"dead" is the word to look for; copy each line of the listing where it occurs.

§ **THE DATA**
═══

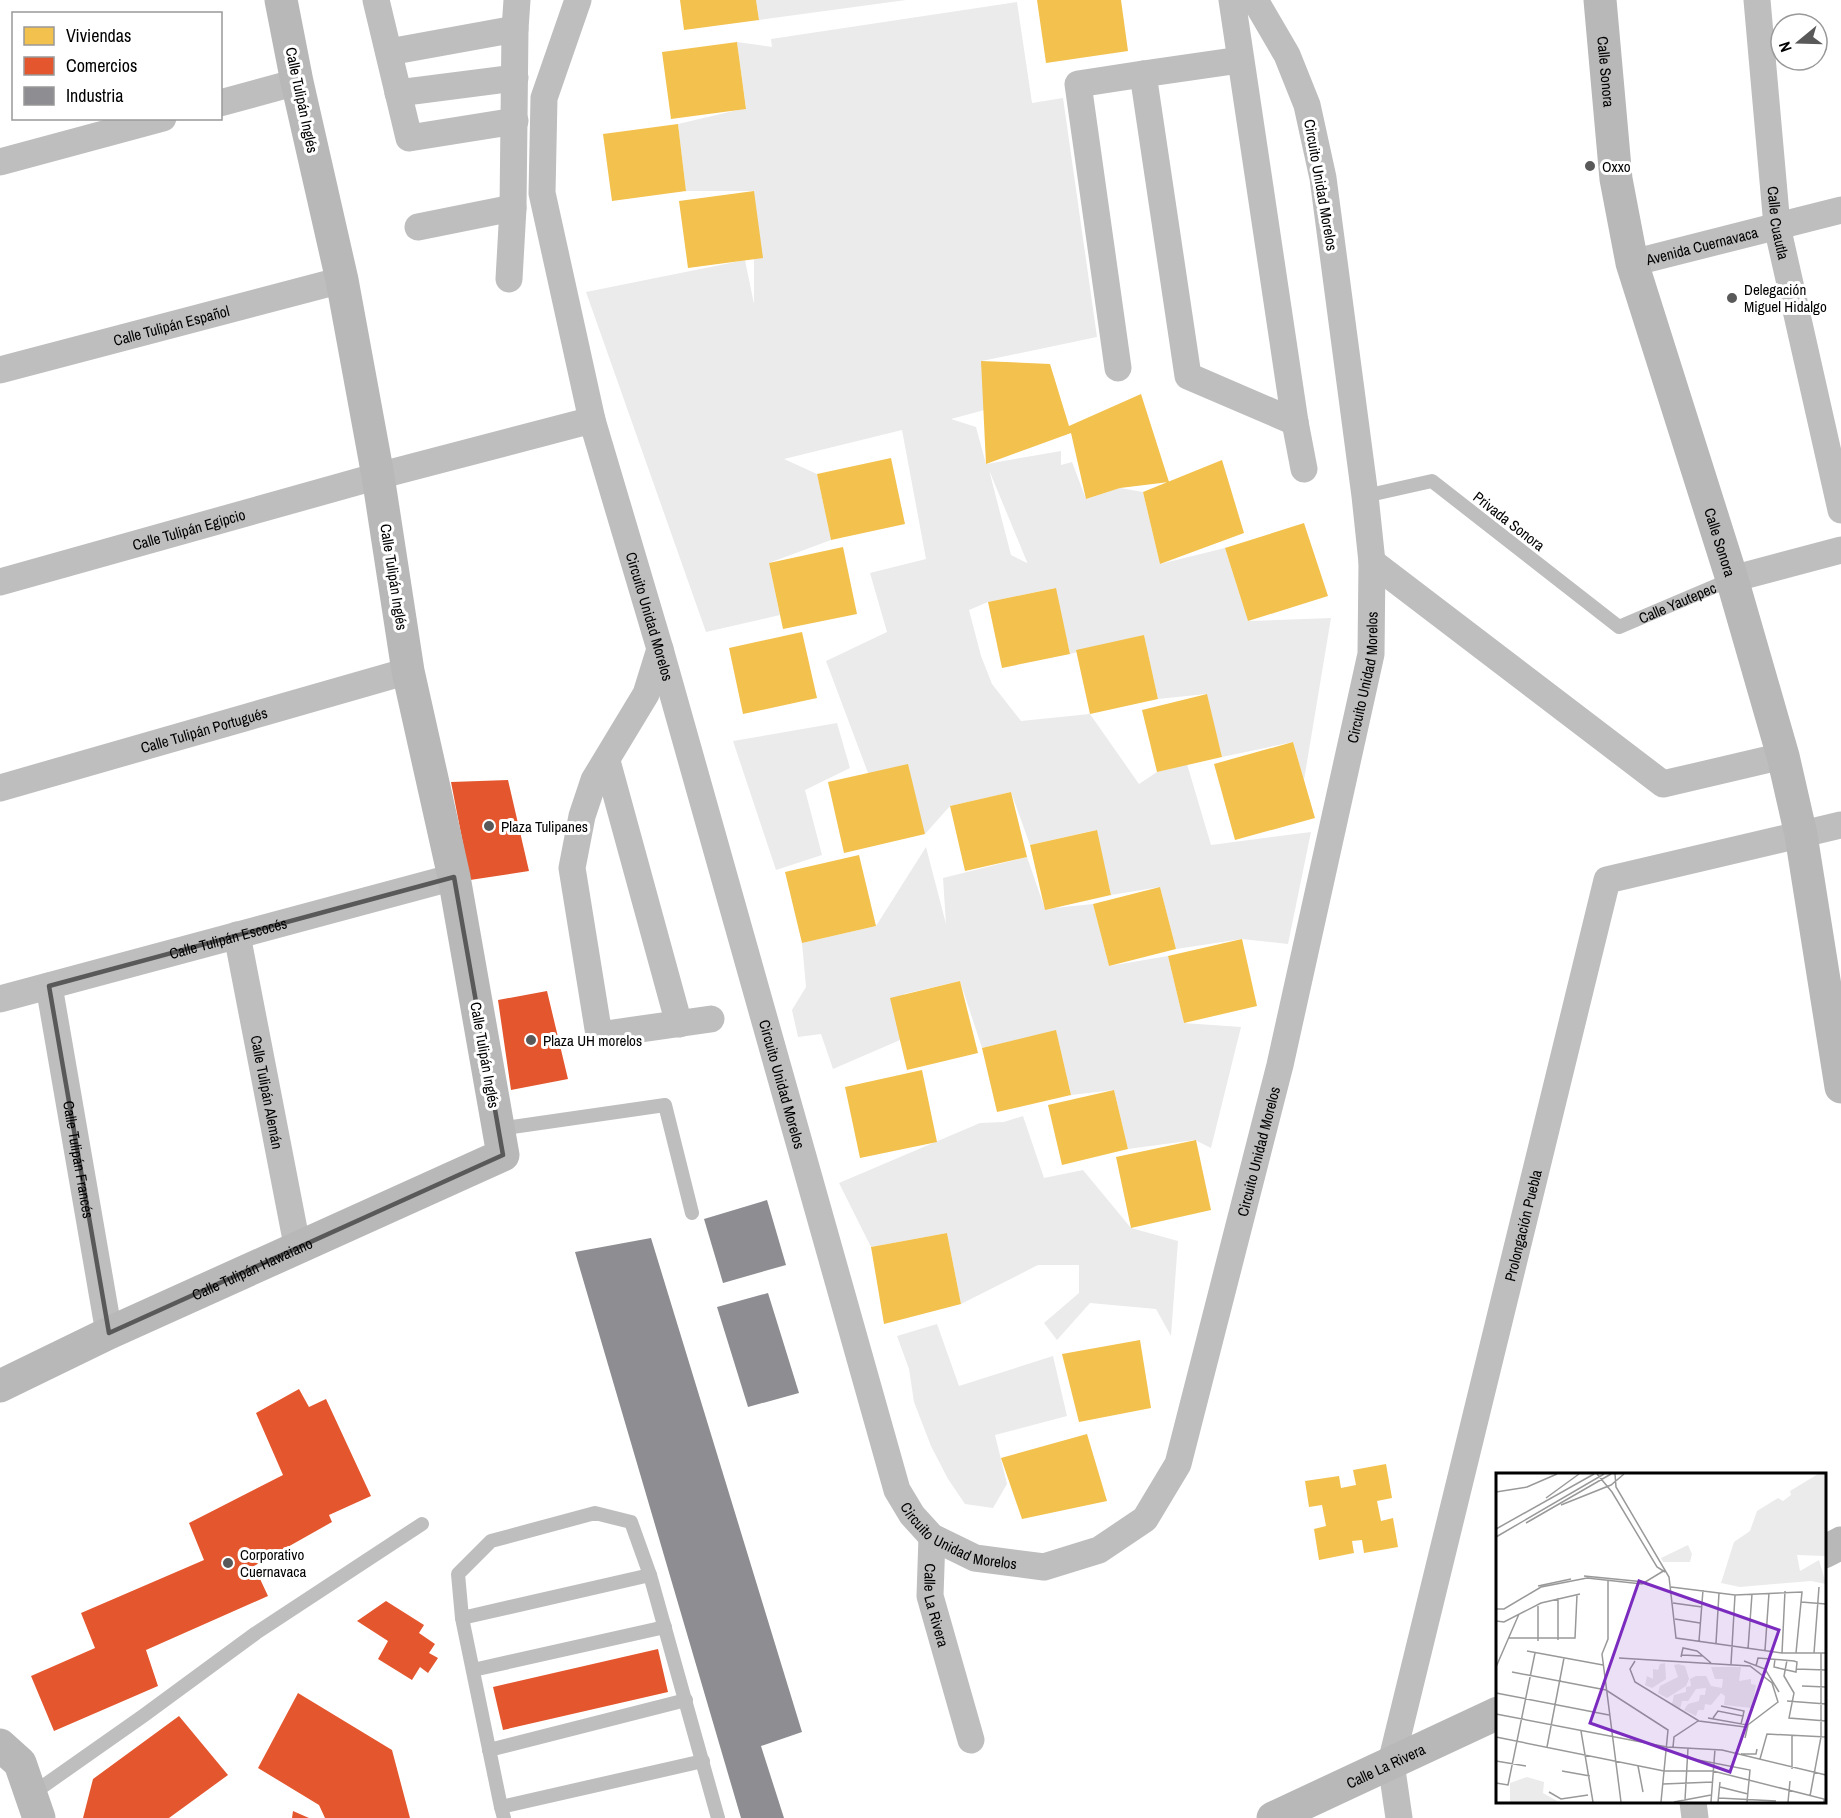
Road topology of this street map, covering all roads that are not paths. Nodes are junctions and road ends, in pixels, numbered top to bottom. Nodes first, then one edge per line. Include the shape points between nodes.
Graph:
1 (281, 0) edge
2 (376, 0) edge
3 (517, 0) edge
4 (578, 0) edge
5 (1232, 0) edge
6 (1252, 0) edge
7 (1600, 0) edge
8 (1757, 0) edge
9 (515, 29) junction
10 (389, 52) junction
11 (1240, 60) junction
12 (1143, 74) junction
13 (515, 78) junction
14 (297, 82) junction
15 (399, 93) junction
16 (222, 102) edge
17 (155, 120) edge
18 (515, 121) junction
19 (0, 162) edge
20 (513, 208) junction
21 (1841, 210) edge
22 (1777, 226) junction
23 (418, 227) dead end
24 (1632, 263) junction
25 (509, 279) dead end
26 (342, 280) junction
27 (1118, 368) dead end
28 (0, 370) edge
29 (592, 420) junction
30 (1295, 422) junction
31 (1304, 469) dead end
32 (378, 476) junction
33 (1365, 496) junction
34 (1841, 510) edge
35 (1841, 550) edge
36 (1372, 562) junction
37 (1732, 579) junction
38 (0, 582) edge
39 (1619, 627) joint
40 (660, 649) junction
41 (408, 672) junction
42 (1783, 756) junction
43 (607, 761) junction
44 (0, 788) edge
45 (1841, 825) edge
46 (1801, 835) junction
47 (454, 878) junction
48 (237, 935) junction
49 (49, 986) junction
50 (0, 999) edge
51 (711, 1019) dead end
52 (679, 1024) junction
53 (1841, 1087) edge
54 (501, 1142) junction
55 (692, 1213) dead end
56 (298, 1250) junction
57 (110, 1333) junction
58 (0, 1386) edge
59 (422, 1524) dead end
60 (932, 1537) junction
61 (1841, 1543) edge
62 (1826, 1551) edge
63 (650, 1575) junction
64 (462, 1618) junction
65 (665, 1626) junction
66 (473, 1670) junction
67 (686, 1700) junction
68 (1496, 1713) edge
69 (971, 1740) dead end
70 (0, 1745) edge
71 (489, 1750) junction
72 (704, 1761) junction
73 (1391, 1763) junction
74 (1693, 1803) edge
75 (35, 1806) edge
76 (502, 1813) edge
77 (718, 1818) edge
78 (1273, 1818) edge
79 (1399, 1818) edge
80 (1695, 1818) edge

1 - 14 street, Calle Tulipán Inglés
2 - 10 street
3 - 9 street
4 - 29 street, Circuito Unidad Morelos via 544,98 542,193
5 - 11 street
6 - 33 street, Circuito Unidad Morelos via 1287,55 1307,105 1323,178
7 - 24 street, Calle Sonora via 1616,179
8 - 22 street, Calle Cuautla
9 - 10 street
9 - 13 street
10 - 15 street
11 - 12 street
11 - 30 street
12 - 27 street via 1078,84
12 - 30 street via 1188,376
13 - 15 street
13 - 18 street
14 - 16 street
14 - 26 street, Calle Tulipán Inglés
15 - 18 street via 409,138
17 - 19 street
18 - 20 street
20 - 23 street
20 - 25 street
21 - 22 street, Avenida Cuernavaca
22 - 24 street, Avenida Cuernavaca
22 - 34 street, Calle Cuautla
24 - 37 street, Calle Sonora
26 - 28 street, Calle Tulipán Español
26 - 32 street, Calle Tulipán Inglés
29 - 32 street
29 - 40 street, Circuito Unidad Morelos
30 - 31 street
32 - 38 street, Calle Tulipán Egipcio
32 - 41 street, Calle Tulipán Inglés
33 - 36 street, Circuito Unidad Morelos
33 - 39 lane, Privada Sonora via 1432,481
35 - 37 street, Calle Yautepec
36 - 42 street via 1663,784
36 - 60 street, Circuito Unidad Morelos via 1371,654 1280,1065 1178,1464 1144,1519 1099,1550 1044,1568 975,1558
37 - 39 lane, Calle Yautepec
37 - 42 street, Calle Sonora
40 - 43 street via 646,693
40 - 60 street, Circuito Unidad Morelos via 897,1490
41 - 44 street, Calle Tulipán Portugués
41 - 47 street, Calle Tulipán Inglés
42 - 46 street, Calle Sonora
43 - 52 street
43 - 52 street via 594,780 582,816 572,868 599,1035
45 - 46 street
46 - 53 street, Calle Sonora
46 - 73 street, Prolongación Puebla via 1607,880
47 - 48 street, Calle Tulipán Escocés
47 - 54 street, Calle Tulipán Inglés
48 - 49 street, Calle Tulipán Escocés
48 - 56 street, Calle Tulipán Alemán
49 - 50 street, Calle Tulipán Escocés
49 - 57 street, Calle Tulipán Francés
51 - 52 street
54 - 55 lane via 665,1105
54 - 56 street, Calle Tulipán Hawaiano
56 - 57 street, Calle Tulipán Hawaiano
57 - 58 street, Calle Tulipán Hawaiano
59 - 75 lane via 256,1633 134,1723
60 - 69 street, Calle La Rivera via 930,1596
61 - 62 street
63 - 64 lane
63 - 64 lane via 631,1522 595,1514 491,1541 458,1574
63 - 65 lane
64 - 66 lane
65 - 66 lane
65 - 67 lane
66 - 71 lane
67 - 71 lane
67 - 72 lane
68 - 73 street, Calle La Rivera
70 - 75 street via 20,1763
71 - 76 lane
72 - 76 lane
72 - 77 lane
73 - 78 street, Calle La Rivera
73 - 79 street
74 - 80 street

═══

§ **RESPONSE TO THE TASK**
23 (418, 227) dead end
25 (509, 279) dead end
27 (1118, 368) dead end
31 (1304, 469) dead end
51 (711, 1019) dead end
55 (692, 1213) dead end
59 (422, 1524) dead end
69 (971, 1740) dead end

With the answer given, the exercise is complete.